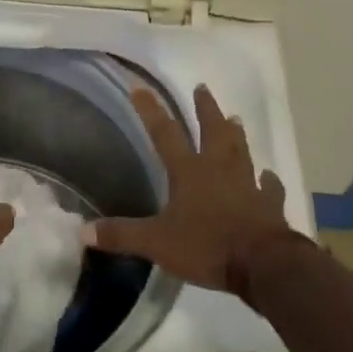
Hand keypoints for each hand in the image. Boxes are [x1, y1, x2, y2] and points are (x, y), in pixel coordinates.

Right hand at [83, 84, 303, 295]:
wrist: (263, 263)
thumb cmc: (207, 246)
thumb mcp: (157, 243)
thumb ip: (122, 235)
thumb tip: (83, 231)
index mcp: (188, 172)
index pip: (164, 133)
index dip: (150, 111)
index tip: (140, 87)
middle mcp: (218, 168)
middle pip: (211, 130)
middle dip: (205, 108)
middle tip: (202, 88)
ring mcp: (247, 183)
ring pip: (240, 150)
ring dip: (236, 134)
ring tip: (235, 118)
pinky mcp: (269, 203)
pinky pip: (269, 187)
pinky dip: (268, 180)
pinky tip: (268, 176)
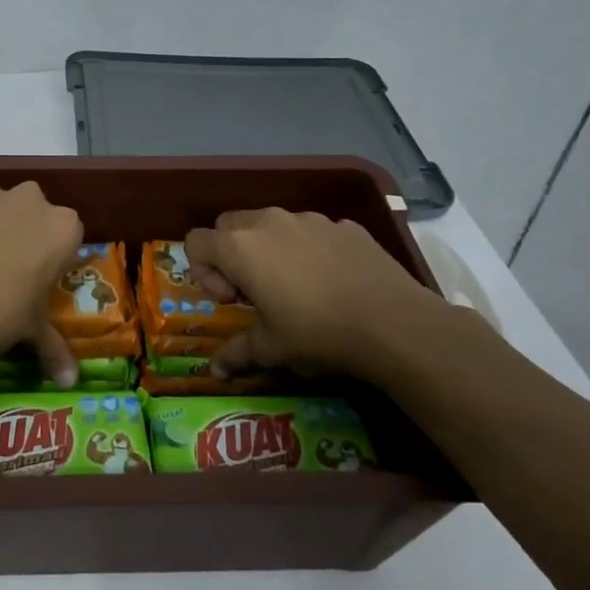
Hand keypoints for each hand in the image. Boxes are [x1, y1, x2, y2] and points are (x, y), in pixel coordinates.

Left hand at [0, 180, 85, 384]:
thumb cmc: (0, 314)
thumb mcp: (31, 331)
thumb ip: (54, 348)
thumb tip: (70, 382)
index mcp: (62, 227)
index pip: (67, 236)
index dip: (52, 257)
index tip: (38, 278)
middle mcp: (30, 199)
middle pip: (32, 212)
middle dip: (23, 233)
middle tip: (7, 269)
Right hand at [184, 209, 452, 386]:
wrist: (393, 323)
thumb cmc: (317, 333)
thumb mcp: (271, 349)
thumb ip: (236, 353)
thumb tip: (214, 371)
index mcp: (239, 248)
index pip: (196, 242)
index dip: (203, 271)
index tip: (230, 300)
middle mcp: (268, 222)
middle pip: (228, 224)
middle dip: (231, 254)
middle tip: (253, 291)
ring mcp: (308, 219)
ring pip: (271, 224)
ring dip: (269, 249)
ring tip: (295, 286)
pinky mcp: (343, 224)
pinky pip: (311, 231)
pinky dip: (309, 250)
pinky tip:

======

§ **WHAT YOU WILL DO**
All entries, top to bottom, should be retyped exactly; the pictures should not be.

§ **SOLUTION TO THIS EXERCISE**
Hand keypoints for each hand in the image. Boxes are [x1, y1, x2, y2] and points are (x, y), in pixel coordinates.

Right hand at [83, 84, 303, 295]:
wrist: (263, 263)
thumb cmc: (207, 246)
thumb mcp: (157, 243)
thumb ip: (122, 235)
thumb tip: (83, 231)
index mcp: (188, 172)
index pip: (164, 133)
index dip: (150, 111)
index tip: (140, 87)
middle mcp: (218, 168)
middle pip: (211, 130)
middle dip: (205, 108)
middle tip: (202, 88)
ring mcp: (247, 183)
ring pip: (240, 150)
ring dip: (236, 134)
ring tip: (235, 118)
pinky mcp: (269, 203)
pinky pip: (269, 187)
pinky dip: (268, 180)
pinky tip: (268, 176)
Hand keypoints for each hand in the image. Boxes are [x1, y1, x2, y2] and points are (x, y), in pixel coordinates.

Left hand at [0, 180, 85, 384]:
thumb cmc: (0, 314)
thumb mcp: (31, 331)
thumb ip: (54, 348)
thumb tip: (70, 382)
index mcp: (62, 227)
index pip: (67, 236)
index dip: (52, 257)
index tip: (38, 278)
middle mcp: (30, 199)
middle pip: (32, 212)
middle dip: (23, 233)
middle tip: (7, 269)
Right hand at [184, 209, 452, 386]:
wrist: (393, 323)
thumb cmc: (317, 333)
thumb mcp: (271, 349)
thumb ip: (236, 353)
thumb tip: (214, 371)
index mcp: (239, 248)
index pip: (196, 242)
index dip: (203, 271)
index tip: (230, 300)
middle mcp: (268, 222)
middle pip: (228, 224)
middle dip: (231, 254)
middle tip: (253, 291)
ring mcp: (308, 219)
ring pip: (271, 224)
ring dip: (269, 249)
ring tip: (295, 286)
pinky mcp: (343, 224)
pinky pip: (311, 231)
pinky dip: (309, 250)
pinky tip:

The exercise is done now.